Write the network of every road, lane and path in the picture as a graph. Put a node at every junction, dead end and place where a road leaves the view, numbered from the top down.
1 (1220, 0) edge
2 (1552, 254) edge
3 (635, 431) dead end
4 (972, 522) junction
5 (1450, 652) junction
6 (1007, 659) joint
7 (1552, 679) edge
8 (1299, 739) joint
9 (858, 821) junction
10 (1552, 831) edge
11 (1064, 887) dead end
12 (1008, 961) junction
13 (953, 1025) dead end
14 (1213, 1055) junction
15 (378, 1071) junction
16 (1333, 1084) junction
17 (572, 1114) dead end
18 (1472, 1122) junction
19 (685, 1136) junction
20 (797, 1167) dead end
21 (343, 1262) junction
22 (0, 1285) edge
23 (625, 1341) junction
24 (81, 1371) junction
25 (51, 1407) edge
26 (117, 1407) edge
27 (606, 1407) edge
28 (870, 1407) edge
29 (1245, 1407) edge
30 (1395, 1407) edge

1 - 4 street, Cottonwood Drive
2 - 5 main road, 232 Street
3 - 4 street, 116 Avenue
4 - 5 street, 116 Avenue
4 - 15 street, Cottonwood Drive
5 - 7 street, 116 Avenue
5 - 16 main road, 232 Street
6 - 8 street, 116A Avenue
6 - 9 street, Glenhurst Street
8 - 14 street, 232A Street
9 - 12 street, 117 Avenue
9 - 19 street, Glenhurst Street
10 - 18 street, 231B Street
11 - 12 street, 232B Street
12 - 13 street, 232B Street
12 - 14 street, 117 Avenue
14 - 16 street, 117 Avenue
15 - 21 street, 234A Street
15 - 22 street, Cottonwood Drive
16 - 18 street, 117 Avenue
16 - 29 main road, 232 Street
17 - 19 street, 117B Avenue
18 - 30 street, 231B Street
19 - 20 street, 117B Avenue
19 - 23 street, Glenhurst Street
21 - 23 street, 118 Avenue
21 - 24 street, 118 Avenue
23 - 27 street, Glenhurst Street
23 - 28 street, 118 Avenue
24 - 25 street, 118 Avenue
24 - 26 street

++++++++++

_Your instructions_
Using the listing above, reproduce each line without omission.

_Your response_
Write the network of every road, lane and path in the picture as a graph. Put a node at every junction, dead end and place where a road leaves the view, numbered from the top down.
1 (1220, 0) edge
2 (1552, 254) edge
3 (635, 431) dead end
4 (972, 522) junction
5 (1450, 652) junction
6 (1007, 659) joint
7 (1552, 679) edge
8 (1299, 739) joint
9 (858, 821) junction
10 (1552, 831) edge
11 (1064, 887) dead end
12 (1008, 961) junction
13 (953, 1025) dead end
14 (1213, 1055) junction
15 (378, 1071) junction
16 (1333, 1084) junction
17 (572, 1114) dead end
18 (1472, 1122) junction
19 (685, 1136) junction
20 (797, 1167) dead end
21 (343, 1262) junction
22 (0, 1285) edge
23 (625, 1341) junction
24 (81, 1371) junction
25 (51, 1407) edge
26 (117, 1407) edge
27 (606, 1407) edge
28 (870, 1407) edge
29 (1245, 1407) edge
30 (1395, 1407) edge

1 - 4 street, Cottonwood Drive
2 - 5 main road, 232 Street
3 - 4 street, 116 Avenue
4 - 5 street, 116 Avenue
4 - 15 street, Cottonwood Drive
5 - 7 street, 116 Avenue
5 - 16 main road, 232 Street
6 - 8 street, 116A Avenue
6 - 9 street, Glenhurst Street
8 - 14 street, 232A Street
9 - 12 street, 117 Avenue
9 - 19 street, Glenhurst Street
10 - 18 street, 231B Street
11 - 12 street, 232B Street
12 - 13 street, 232B Street
12 - 14 street, 117 Avenue
14 - 16 street, 117 Avenue
15 - 21 street, 234A Street
15 - 22 street, Cottonwood Drive
16 - 18 street, 117 Avenue
16 - 29 main road, 232 Street
17 - 19 street, 117B Avenue
18 - 30 street, 231B Street
19 - 20 street, 117B Avenue
19 - 23 street, Glenhurst Street
21 - 23 street, 118 Avenue
21 - 24 street, 118 Avenue
23 - 27 street, Glenhurst Street
23 - 28 street, 118 Avenue
24 - 25 street, 118 Avenue
24 - 26 street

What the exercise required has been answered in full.